## Task statement
Write out every record again, exactly.

## Provided information
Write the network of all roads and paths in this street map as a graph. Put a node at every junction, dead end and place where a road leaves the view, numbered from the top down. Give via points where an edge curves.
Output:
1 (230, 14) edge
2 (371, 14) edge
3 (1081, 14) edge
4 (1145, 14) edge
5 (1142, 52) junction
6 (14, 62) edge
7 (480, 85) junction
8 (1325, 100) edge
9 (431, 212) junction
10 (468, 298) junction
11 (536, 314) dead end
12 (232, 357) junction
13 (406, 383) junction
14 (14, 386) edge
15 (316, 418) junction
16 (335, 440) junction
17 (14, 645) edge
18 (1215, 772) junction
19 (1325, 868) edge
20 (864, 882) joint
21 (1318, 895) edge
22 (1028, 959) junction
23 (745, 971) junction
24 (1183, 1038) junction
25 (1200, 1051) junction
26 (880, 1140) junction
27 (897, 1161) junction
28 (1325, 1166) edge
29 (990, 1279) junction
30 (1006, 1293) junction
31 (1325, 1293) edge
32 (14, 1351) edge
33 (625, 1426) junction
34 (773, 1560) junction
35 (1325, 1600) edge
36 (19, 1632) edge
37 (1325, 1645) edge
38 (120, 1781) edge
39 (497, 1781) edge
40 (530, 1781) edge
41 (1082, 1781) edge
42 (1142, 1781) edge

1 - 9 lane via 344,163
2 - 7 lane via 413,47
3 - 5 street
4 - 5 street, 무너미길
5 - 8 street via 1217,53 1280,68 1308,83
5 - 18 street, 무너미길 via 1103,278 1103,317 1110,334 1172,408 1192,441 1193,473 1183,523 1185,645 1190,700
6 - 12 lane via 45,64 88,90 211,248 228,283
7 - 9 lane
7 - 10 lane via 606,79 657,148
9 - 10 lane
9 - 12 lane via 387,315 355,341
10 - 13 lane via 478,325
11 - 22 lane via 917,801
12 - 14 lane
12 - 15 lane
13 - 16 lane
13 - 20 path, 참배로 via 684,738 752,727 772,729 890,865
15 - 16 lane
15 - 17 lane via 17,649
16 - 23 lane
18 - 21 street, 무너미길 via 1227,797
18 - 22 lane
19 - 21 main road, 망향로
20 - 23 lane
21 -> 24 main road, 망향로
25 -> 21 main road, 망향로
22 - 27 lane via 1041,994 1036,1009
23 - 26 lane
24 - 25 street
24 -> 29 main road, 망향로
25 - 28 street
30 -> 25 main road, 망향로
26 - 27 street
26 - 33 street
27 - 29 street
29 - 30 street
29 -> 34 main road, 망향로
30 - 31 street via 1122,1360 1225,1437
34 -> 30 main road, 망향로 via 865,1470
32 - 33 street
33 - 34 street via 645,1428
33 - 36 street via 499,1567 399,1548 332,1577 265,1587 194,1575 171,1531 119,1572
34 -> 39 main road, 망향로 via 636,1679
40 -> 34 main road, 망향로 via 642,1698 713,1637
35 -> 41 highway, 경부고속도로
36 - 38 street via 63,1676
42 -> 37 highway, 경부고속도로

## Your response
Write the network of all roads and paths in this street map as a graph. Put a node at every junction, dead end and place where a road leaves the view, numbered from the top down. Give via points where an edge curves.
Output:
1 (230, 14) edge
2 (371, 14) edge
3 (1081, 14) edge
4 (1145, 14) edge
5 (1142, 52) junction
6 (14, 62) edge
7 (480, 85) junction
8 (1325, 100) edge
9 (431, 212) junction
10 (468, 298) junction
11 (536, 314) dead end
12 (232, 357) junction
13 (406, 383) junction
14 (14, 386) edge
15 (316, 418) junction
16 (335, 440) junction
17 (14, 645) edge
18 (1215, 772) junction
19 (1325, 868) edge
20 (864, 882) joint
21 (1318, 895) edge
22 (1028, 959) junction
23 (745, 971) junction
24 (1183, 1038) junction
25 (1200, 1051) junction
26 (880, 1140) junction
27 (897, 1161) junction
28 (1325, 1166) edge
29 (990, 1279) junction
30 (1006, 1293) junction
31 (1325, 1293) edge
32 (14, 1351) edge
33 (625, 1426) junction
34 (773, 1560) junction
35 (1325, 1600) edge
36 (19, 1632) edge
37 (1325, 1645) edge
38 (120, 1781) edge
39 (497, 1781) edge
40 (530, 1781) edge
41 (1082, 1781) edge
42 (1142, 1781) edge

1 - 9 lane via 344,163
2 - 7 lane via 413,47
3 - 5 street
4 - 5 street, 무너미길
5 - 8 street via 1217,53 1280,68 1308,83
5 - 18 street, 무너미길 via 1103,278 1103,317 1110,334 1172,408 1192,441 1193,473 1183,523 1185,645 1190,700
6 - 12 lane via 45,64 88,90 211,248 228,283
7 - 9 lane
7 - 10 lane via 606,79 657,148
9 - 10 lane
9 - 12 lane via 387,315 355,341
10 - 13 lane via 478,325
11 - 22 lane via 917,801
12 - 14 lane
12 - 15 lane
13 - 16 lane
13 - 20 path, 참배로 via 684,738 752,727 772,729 890,865
15 - 16 lane
15 - 17 lane via 17,649
16 - 23 lane
18 - 21 street, 무너미길 via 1227,797
18 - 22 lane
19 - 21 main road, 망향로
20 - 23 lane
21 -> 24 main road, 망향로
25 -> 21 main road, 망향로
22 - 27 lane via 1041,994 1036,1009
23 - 26 lane
24 - 25 street
24 -> 29 main road, 망향로
25 - 28 street
30 -> 25 main road, 망향로
26 - 27 street
26 - 33 street
27 - 29 street
29 - 30 street
29 -> 34 main road, 망향로
30 - 31 street via 1122,1360 1225,1437
34 -> 30 main road, 망향로 via 865,1470
32 - 33 street
33 - 34 street via 645,1428
33 - 36 street via 499,1567 399,1548 332,1577 265,1587 194,1575 171,1531 119,1572
34 -> 39 main road, 망향로 via 636,1679
40 -> 34 main road, 망향로 via 642,1698 713,1637
35 -> 41 highway, 경부고속도로
36 - 38 street via 63,1676
42 -> 37 highway, 경부고속도로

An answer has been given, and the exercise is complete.